## RECORDS SHOWN

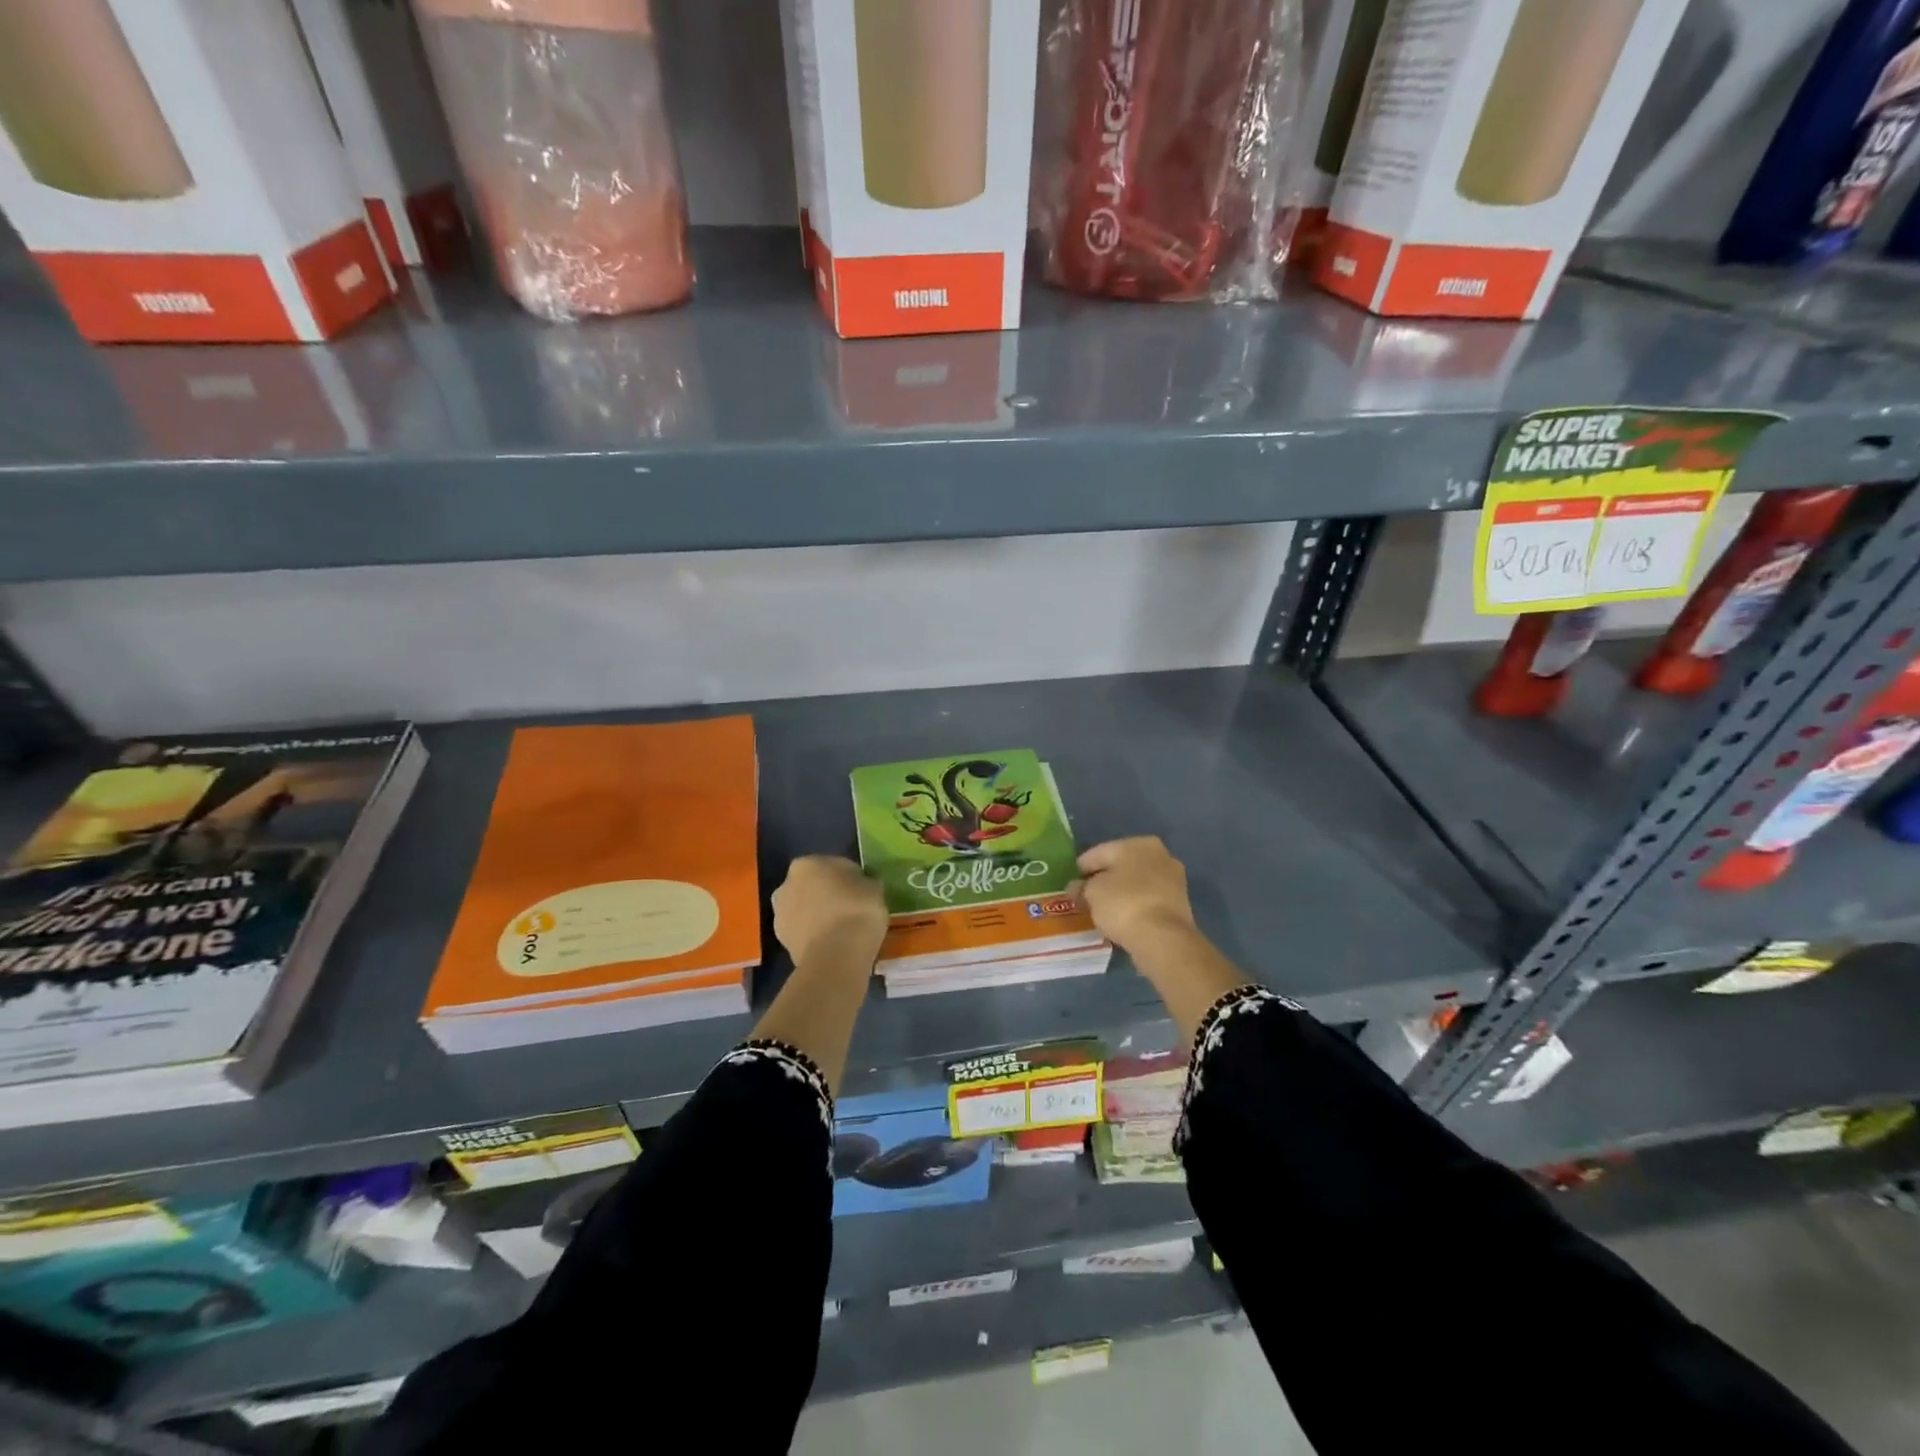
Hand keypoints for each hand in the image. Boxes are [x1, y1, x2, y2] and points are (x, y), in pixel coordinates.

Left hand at [772, 856, 886, 968]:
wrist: (837, 955)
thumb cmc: (857, 910)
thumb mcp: (874, 888)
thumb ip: (864, 883)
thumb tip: (863, 885)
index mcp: (807, 864)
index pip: (832, 865)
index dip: (849, 878)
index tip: (862, 891)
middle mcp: (786, 885)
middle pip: (812, 887)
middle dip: (827, 896)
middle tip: (850, 909)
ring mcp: (780, 915)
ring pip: (805, 911)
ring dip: (818, 916)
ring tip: (842, 930)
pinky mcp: (782, 943)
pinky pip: (804, 933)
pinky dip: (815, 937)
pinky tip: (833, 945)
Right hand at [1073, 837, 1197, 954]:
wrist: (1163, 939)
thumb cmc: (1124, 904)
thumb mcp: (1091, 893)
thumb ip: (1082, 887)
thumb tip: (1077, 887)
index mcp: (1138, 843)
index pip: (1099, 852)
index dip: (1081, 869)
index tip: (1070, 885)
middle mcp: (1160, 854)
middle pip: (1121, 866)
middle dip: (1103, 879)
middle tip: (1085, 897)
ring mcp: (1173, 879)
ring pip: (1136, 883)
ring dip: (1120, 893)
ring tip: (1101, 910)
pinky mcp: (1179, 904)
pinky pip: (1147, 900)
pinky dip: (1134, 906)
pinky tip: (1121, 918)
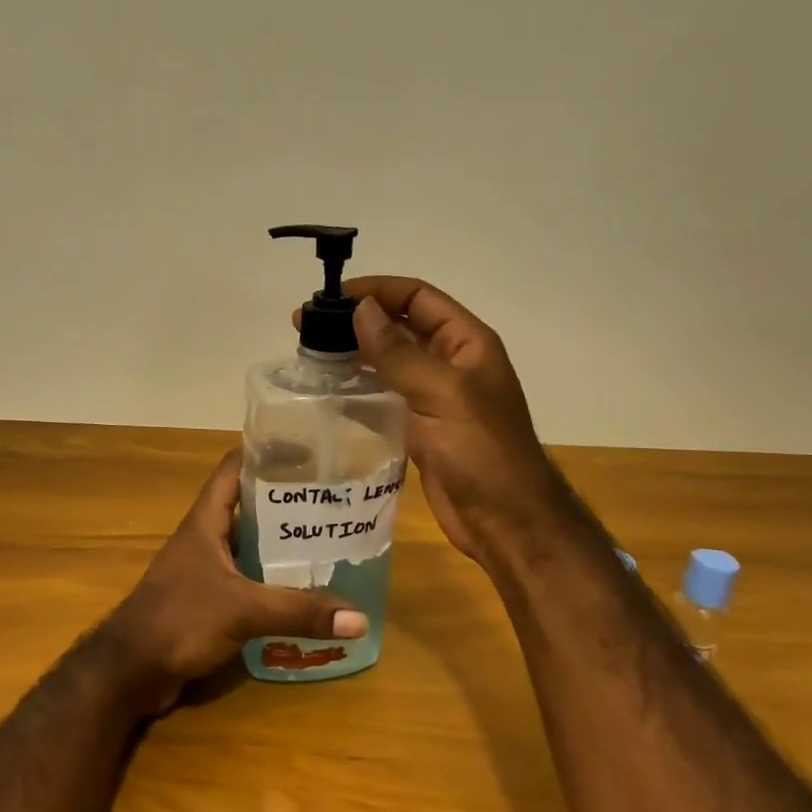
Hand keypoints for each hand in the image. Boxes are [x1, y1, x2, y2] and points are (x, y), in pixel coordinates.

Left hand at [101, 451, 366, 713]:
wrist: (131, 670)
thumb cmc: (180, 620)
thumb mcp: (243, 610)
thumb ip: (299, 612)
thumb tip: (359, 618)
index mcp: (206, 520)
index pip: (233, 468)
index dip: (265, 453)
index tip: (306, 449)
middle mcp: (205, 536)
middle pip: (248, 504)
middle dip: (286, 501)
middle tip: (332, 500)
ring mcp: (204, 568)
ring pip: (249, 543)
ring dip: (280, 542)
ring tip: (326, 540)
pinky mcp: (207, 598)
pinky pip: (246, 577)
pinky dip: (271, 578)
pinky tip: (301, 588)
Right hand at [316, 277, 568, 566]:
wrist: (506, 521)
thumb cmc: (482, 451)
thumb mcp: (443, 394)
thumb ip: (399, 352)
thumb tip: (361, 309)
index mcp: (466, 343)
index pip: (417, 297)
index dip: (376, 290)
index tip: (332, 297)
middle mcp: (450, 363)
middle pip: (399, 326)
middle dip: (356, 321)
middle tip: (306, 326)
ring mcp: (433, 396)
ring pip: (387, 362)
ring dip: (352, 355)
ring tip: (310, 354)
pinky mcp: (418, 427)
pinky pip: (384, 397)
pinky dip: (357, 390)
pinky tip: (327, 391)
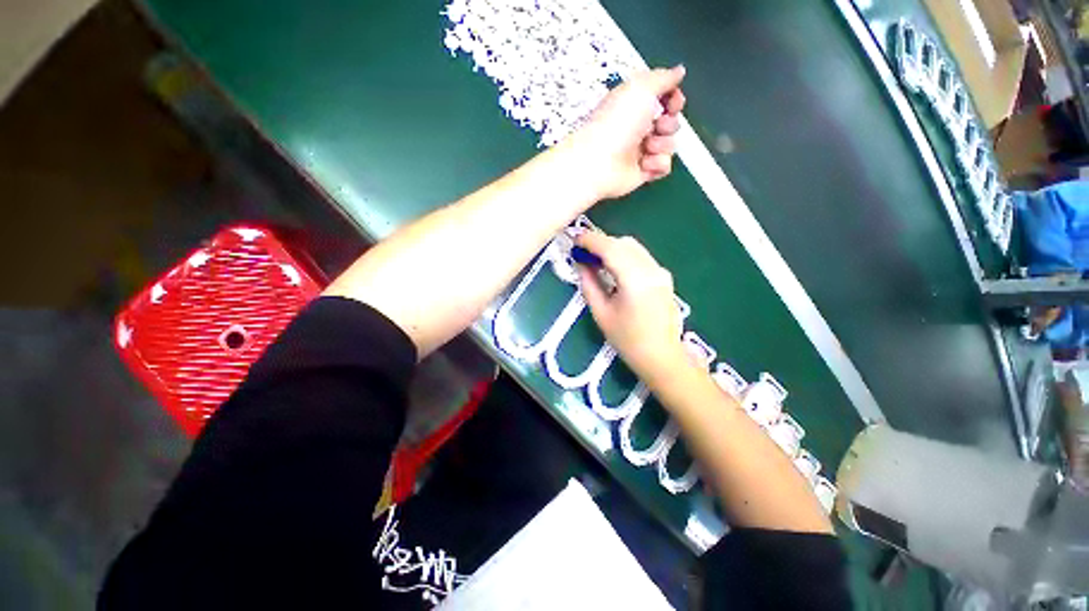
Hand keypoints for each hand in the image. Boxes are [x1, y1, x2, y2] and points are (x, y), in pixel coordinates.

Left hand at [569, 66, 686, 200]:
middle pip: (671, 123)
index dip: (674, 100)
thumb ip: (663, 77)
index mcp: (633, 106)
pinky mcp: (641, 172)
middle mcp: (636, 128)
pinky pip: (663, 166)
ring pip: (669, 145)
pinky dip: (658, 164)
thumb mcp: (640, 87)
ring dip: (663, 144)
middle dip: (670, 124)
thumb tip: (679, 71)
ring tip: (647, 147)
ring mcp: (639, 152)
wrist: (599, 163)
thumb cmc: (615, 124)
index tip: (673, 103)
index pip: (663, 100)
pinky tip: (645, 164)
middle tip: (657, 126)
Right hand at [575, 231, 689, 385]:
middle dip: (601, 243)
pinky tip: (613, 268)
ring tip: (595, 260)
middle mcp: (651, 270)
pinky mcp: (664, 276)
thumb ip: (589, 284)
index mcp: (635, 280)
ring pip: (633, 247)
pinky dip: (624, 255)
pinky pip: (640, 256)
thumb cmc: (628, 340)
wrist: (662, 357)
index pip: (611, 248)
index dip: (591, 240)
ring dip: (612, 248)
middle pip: (623, 243)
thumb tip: (580, 263)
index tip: (574, 239)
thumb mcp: (601, 313)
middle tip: (582, 253)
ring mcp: (661, 271)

## DESCRIPTION OF THE TASK
Give the lines above again exactly, from the one containing "pinky dip: (1134, 906)" to the one containing "ring mcp: (204, 568)", both included, but leave out the pictures.

## ANSWER BOX
pinky dip: (1134, 906)
pinky tip: (1121, 918)
Hand keypoints for each hand in the image. Boxes are [x1, y1, x2, y2] and points are (x, y), in pixel coordinates.

Left hand at [101, 451, 366, 713]:
wrist: (131, 670)
thumb cmc: (180, 620)
thumb mcp: (243, 610)
thumb ip: (299, 612)
thumb tip: (359, 618)
index mcp: (206, 520)
index pip: (233, 468)
index dip: (265, 453)
index tip: (306, 449)
middle mcp: (205, 536)
middle pip: (248, 504)
middle dip: (286, 501)
middle tip: (332, 500)
ring mcp: (204, 568)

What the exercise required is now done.